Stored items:
----------------------------------------
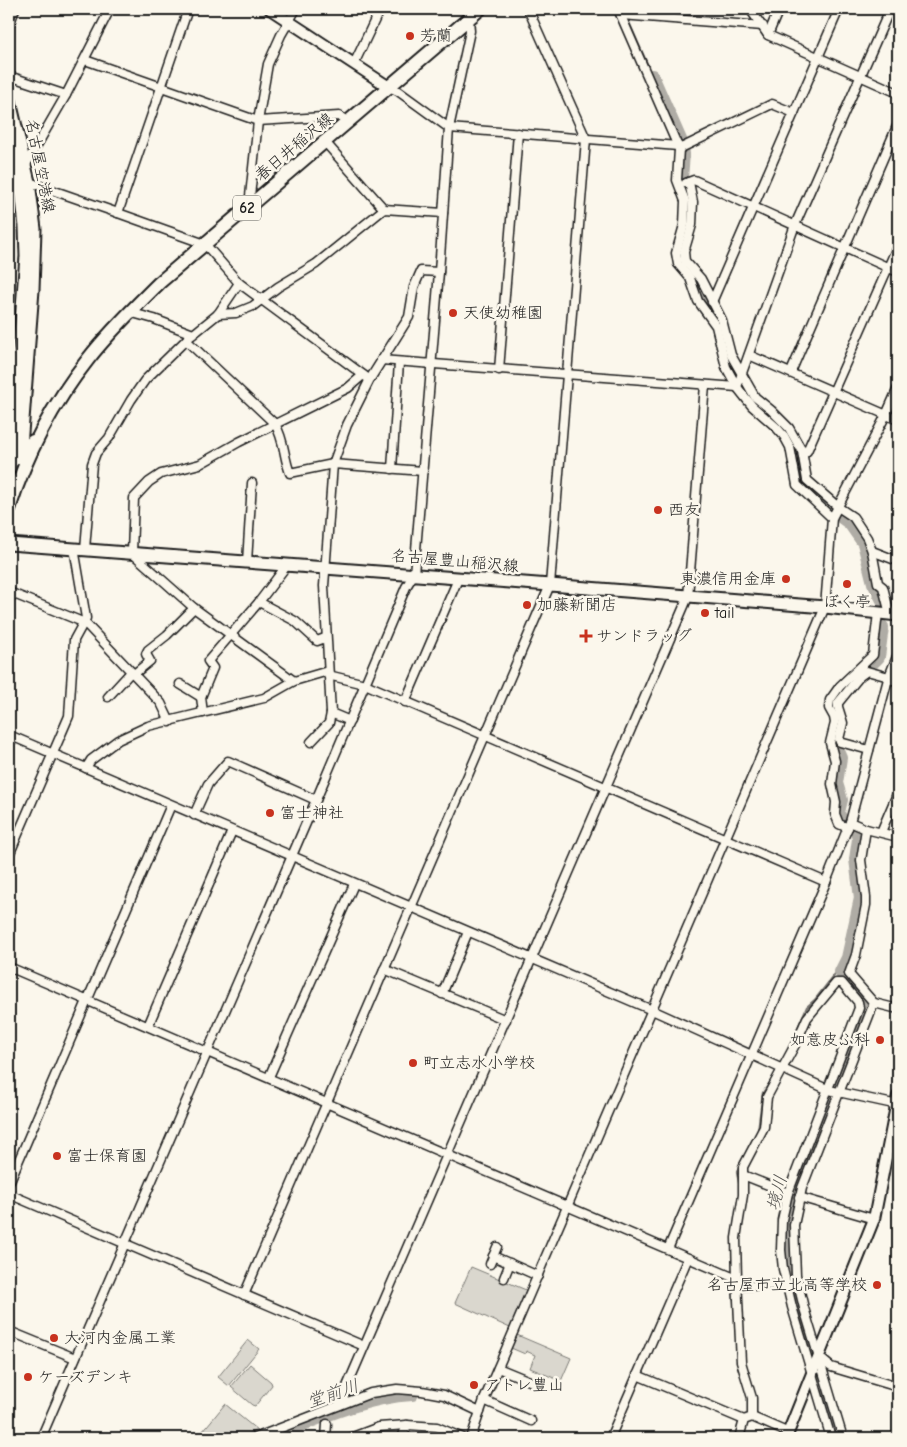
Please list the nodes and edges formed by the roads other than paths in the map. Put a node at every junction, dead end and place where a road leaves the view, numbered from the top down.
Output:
1 (15, 9) edge
2 (110, 9) edge
3 (188, 9) edge
4 (270, 9) edge
5 (296, 9) edge
6 (380, 9) edge
7 (480, 9) edge
8 (528, 9) edge
9 (750, 9) edge
10 (779, 9) edge
11 (839, 9) edge
12 (890, 9) edge
13 (620, 13) edge
14 (469, 19) junction
15 (289, 22) junction
16 (9, 26) edge
17 (763, 26) junction
18 (768, 35) junction
19 (818, 58) junction
20 (85, 60) junction
21 (354, 64) junction
22 (9, 76) edge
23 (860, 76) junction
24 (389, 86) junction
25 (161, 87) junction
26 (898, 93) edge
27 (66, 96) junction
28 (9, 97) edge
29 (794, 113) junction
30 (258, 121) junction
31 (349, 122) junction
32 (898, 124) edge
33 (449, 128) junction
34 (518, 133) junction
35 (9, 136) edge
36 (586, 139) junction
37 (325, 142) junction
38 (681, 147) junction
39 (25, 166) junction
40 (19, 179) edge
41 (684, 184) junction
42 (252, 203) junction
43 (754, 206) junction
44 (384, 209) junction
45 (118, 212) junction
46 (443, 213) junction
47 (795, 225) junction
48 (205, 244) junction
49 (898, 245) edge
50 (845, 248) junction
51 (888, 267) junction
52 (439, 272) junction
53 (898, 272) edge
54 (238, 283) junction
55 (262, 299) junction
56 (712, 302) junction
57 (129, 312) junction
58 (218, 314) junction
59 (193, 334) junction
60 (186, 340) junction
61 (14, 351) edge
62 (749, 355) junction
63 (381, 360) junction
64 (399, 362) junction
65 (430, 365) junction
66 (499, 370) junction
67 (791, 372) junction
68 (567, 375) junction
69 (366, 377) junction
70 (740, 381) junction
71 (705, 385) junction
72 (898, 388) edge
73 (834, 391) junction
74 (886, 414) junction
75 (898, 420) edge
76 (275, 424) junction
77 (41, 432) junction
78 (21, 454) junction
79 (802, 455) junction
80 (333, 464) junction
81 (9, 466) edge
82 (392, 469) junction
83 (423, 471) junction
84 (18, 482) junction
85 (252, 483) dead end
86 (9, 509) edge
87 (835, 512) junction
88 (9, 544) edge
89 (80, 548) junction
90 (872, 550) junction
91 (132, 553) junction
92 (898, 561) edge
93 (247, 562) junction
94 (287, 565) junction
95 (325, 568) junction
96 (414, 574) junction
97 (458, 579) junction
98 (550, 585) junction
99 (9, 592) edge
100 (688, 596) junction
101 (260, 602) junction
102 (825, 607) junction
103 (194, 608) junction
104 (878, 613) junction
105 (894, 614) edge
106 (85, 623) junction
107 (232, 636) junction
108 (325, 638) junction
109 (898, 654) edge
110 (132, 673) junction
111 (328, 673) junction
112 (889, 678) junction
113 (294, 681) junction
114 (898, 681) edge
115 (180, 684) dead end
116 (365, 684) junction
117 (108, 697) dead end
118 (201, 697) junction
119 (405, 702) junction
120 (203, 713) junction
121 (331, 713) junction
122 (350, 721) junction
123 (170, 722) junction
124 (9, 736) edge
125 (484, 736) junction
126 (312, 742) dead end
127 (869, 750) junction
128 (53, 754) junction
129 (86, 768) junction
130 (607, 787) junction
131 (898, 792) edge
132 (316, 800) junction
133 (171, 805) junction
134 (194, 815) junction
135 (849, 825) junction
136 (866, 829) junction
137 (232, 831) junction
138 (882, 832) junction
139 (898, 837) edge
140 (726, 838) junction
141 (9, 855) edge
142 (291, 857) junction
143 (826, 882) junction
144 (354, 884) junction
145 (410, 908) junction
146 (468, 932) junction
147 (532, 959) junction
148 (9, 966) edge
149 (384, 970) junction
150 (442, 994) junction
151 (87, 1000) junction
152 (874, 1003) junction
153 (898, 1009) edge
154 (652, 1010) junction
155 (506, 1020) junction
156 (148, 1026) junction
157 (207, 1051) junction
158 (751, 1055) junction
159 (783, 1068) junction
160 (269, 1077) junction
161 (834, 1091) junction
162 (898, 1102) edge
163 (326, 1103) junction
164 (448, 1154) junction
165 (743, 1175) junction
166 (9, 1184) edge
167 (788, 1193) junction
168 (9, 1194) edge
169 (799, 1197) junction
170 (568, 1207) junction
171 (874, 1219) junction
172 (125, 1243) junction
173 (497, 1248) dead end
174 (668, 1249) junction
175 (493, 1256) junction
176 (517, 1257) dead end
177 (688, 1258) junction
178 (490, 1264) dead end
179 (512, 1264) junction
180 (538, 1276) junction
181 (504, 1278) dead end
182 (737, 1282) junction
183 (787, 1285) junction
184 (244, 1294) junction
185 (9, 1331) edge
186 (364, 1346) junction
187 (75, 1358) junction
188 (816, 1365) junction
189 (498, 1368) junction
190 (637, 1375) junction
191 (537, 1384) dead end
192 (898, 1387) edge
193 (484, 1400) junction
194 (339, 1405) junction
195 (480, 1412) junction
196 (752, 1417) junction
197 (744, 1420) junction
198 (531, 1421) dead end
199 (326, 1424) dead end
200 (407, 1425) junction
201 (788, 1435) edge
202 (41, 1438) edge
203 (255, 1438) edge
204 (326, 1438) edge
205 (350, 1438) edge
206 (402, 1438) edge
207 (464, 1438) edge
208 (470, 1438) edge
209 (610, 1438) edge
210 (739, 1438) edge
211 (831, 1438) edge
212 (843, 1438) edge

1 - 16 street
2 - 20 street
3 - 25 street
4 - 15 street
5 - 15 street
6 - 21 street
7 - 14 main road, 春日井稲沢線 / 62
8 - 36 street
9 - 17 street
10 - 18 street
11 - 19 street
12 - 23 street
13 - 17 street
13 - 38 street
14 - 24 main road, 春日井稲沢線 / 62
14 - 33 street
15 - 21 street
15 - 30 street
17 - 18 street
18 - 19 street
19 - 23 street
19 - 29 street
20 - 25 street
20 - 27 street
21 - 24 street
22 - 27 street
23 - 26 street
23 - 47 street
24 - 31 main road, 春日井稲沢線 / 62
24 - 33 street
25 - 30 street
25 - 45 street
27 - 39 street
28 - 39 main road, 名古屋空港線
29 - 38 street
29 - 43 street
30 - 31 street
30 - 42 street
31 - 37 main road, 春日井稲沢線 / 62
32 - 50 street
33 - 34 street
33 - 46 street
34 - 36 street
34 - 66 street
35 - 40 main road, 名古屋空港線
36 - 38 street
36 - 68 street
37 - 42 main road, 春日井稲沢線 / 62
37 - 44 street
38 - 41 street
39 - 40 main road, 名古屋空港線
40 - 45 street
40 - 61 main road, 名古屋空港線
40 - 78 main road, 名古屋空港線
41 - 43 street
41 - 56 street
41 - 70 street
42 - 48 main road, 春日井稲沢線 / 62
43 - 47 street
43 - 56 street
44 - 46 street
44 - 55 street
45 - 48 street
46 - 52 street
47 - 50 street
47 - 62 street
48 - 54 street
48 - 57 main road, 春日井稲沢線 / 62
49 - 51 street
50 - 51 street
50 - 67 street
51 - 53 street
51 - 73 street
52 - 63 street
52 - 65 street
54 - 55 street
54 - 58 street
55 - 58 street
55 - 69 street
56 - 70 street
57 - 59 street
57 - 77 main road, 春日井稲沢線 / 62
58 - 59 street
59 - 60 street
60 - 76 street
60 - 89 street
61 - 81 main road, 名古屋空港線
62 - 67 street
62 - 70 street
63 - 64 street
63 - 69 street
64 - 65 street
64 - 82 street
65 - 66 street
65 - 83 street
66 - 68 street
67 - 73 street
68 - 71 street
68 - 98 street
69 - 76 street
69 - 80 street
70 - 71 street
70 - 79 street
70 - 87 street
71 - 100 street
72 - 74 street
73 - 74 street
73 - 79 street
74 - 75 street
74 - 87 street
76 - 80 street
76 - 91 street
77 - 78 main road, 春日井稲沢線 / 62
77 - 84 main road, 春日井稲沢線 / 62
78 - 81 main road, 春日井稲沢線 / 62
78 - 84 main road, 名古屋空港線
79 - 87 street
80 - 82 street
80 - 95 street
82 - 83 street
83 - 96 street
84 - 86 main road, 春日井稲沢線 / 62
85 - 93 street
87 - 90 street
87 - 102 street
88 - 89 main road, 名古屋豊山稲沢線
89 - 91 main road, 名古屋豊山稲沢線
89 - 106 street
90 - 92 street
90 - 105 street
91 - 93 main road, 名古屋豊山稲沢線
91 - 103 street
93 - 94 main road, 名古屋豊山稲沢線
94 - 95 main road, 名古屋豊山稲沢線
94 - 101 street
95 - 96 main road, 名古屋豊山稲沢線
95 - 108 street
96 - 97 main road, 名古屋豊山稲沢線
96 - 116 street
97 - 98 main road, 名古屋豊山稲沢線
97 - 119 street
98 - 100 main road, 名古屋豊山稲沢線
98 - 125 street
99 - 106 street
100 - 102 main road, 名古屋豊山稲沢線
100 - 130 street
101 - 107 street
101 - 108 street
102 - 104 main road, 名古屋豊山稲沢線
102 - 140 street
103 - 107 street
103 - 110 street
104 - 105 main road, 名古屋豊山稲沢線
104 - 135 street
106 - 110 street
106 - 128 street
107 - 113 street
107 - 118 street
108 - 111 street
109 - 112 street
110 - 117 street
110 - 123 street
111 - 113 street
111 - 116 street
111 - 121 street
112 - 114 street
112 - 127 street
112 - 127 street
113 - 120 street
115 - 118 street
116 - 119 street
116 - 122 street
118 - 120 street
119 - 125 street
120 - 123 street
121 - 122 street
121 - 126 street
122 - 132 street
123 - 129 street
124 - 128 street
125 - 130 street
125 - 145 street
127 - 135 street
128 - 129 street
128 - 141 street
129 - 133 street
130 - 140 street
130 - 147 street
131 - 138 street
132 - 134 street
132 - 142 street
133 - 134 street
133 - 151 street
134 - 137 street
135 - 136 street
135 - 143 street
136 - 138 street
136 - 152 street
137 - 142 street
137 - 156 street
138 - 139 street
140 - 143 street
140 - 154 street
142 - 144 street
142 - 157 street
143 - 158 street
144 - 145 street
144 - 160 street
145 - 146 street
145 - 149 street
146 - 147 street
146 - 150 street
147 - 154 street
147 - 155 street
148 - 151 street
149 - 150 street
149 - 163 street
150 - 155 street
151 - 156 street
151 - 166 street
152 - 153 street
152 - 161 street
154 - 158 street
154 - 170 street
155 - 164 street
156 - 157 street
157 - 160 street
157 - 172 street
158 - 159 street
158 - 174 street
159 - 161 street
159 - 161 street
159 - 165 street
160 - 163 street
161 - 162 street
161 - 167 street
161 - 169 street
162 - 171 street
163 - 164 street
163 - 184 street
164 - 170 street
164 - 186 street
165 - 167 street
165 - 182 street
167 - 183 street
168 - 172 street
169 - 171 street
169 - 188 street
170 - 174 street
170 - 180 street
171 - 188 street
172 - 184 street
172 - 187 street
173 - 175 street
174 - 177 street
175 - 178 street
175 - 179 street
176 - 179 street
177 - 182 street
177 - 190 street
179 - 180 street
179 - 181 street
180 - 189 street
182 - 183 street
182 - 196 street
183 - 188 street
184 - 186 street
185 - 187 street
186 - 194 street
187 - 202 street
188 - 192 street
188 - 201 street
188 - 211 street
188 - 212 street
189 - 191 street
189 - 193 street
190 - 197 street
190 - 209 street
193 - 195 street
193 - 198 street
194 - 195 street
194 - 203 street
195 - 208 street
196 - 197 street
196 - 201 street
197 - 210 street
199 - 204 street
200 - 205 street
200 - 206 street
200 - 207 street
----------------------------------------
→ **WORK TO COMPLETE**:
For the word "dead", find all matching lines in the entries above and copy them out.

→ **OUTPUT OF THE EXERCISE**:
Please list the nodes and edges formed by the roads other than paths in the map. Put a node at every junction, dead end and place where a road leaves the view, numbered from the top down.
85 (252, 483) dead end
115 (180, 684) dead end
117 (108, 697) dead end
126 (312, 742) dead end
173 (497, 1248) dead end
176 (517, 1257) dead end
178 (490, 1264) dead end
181 (504, 1278) dead end
191 (537, 1384) dead end
198 (531, 1421) dead end
199 (326, 1424) dead end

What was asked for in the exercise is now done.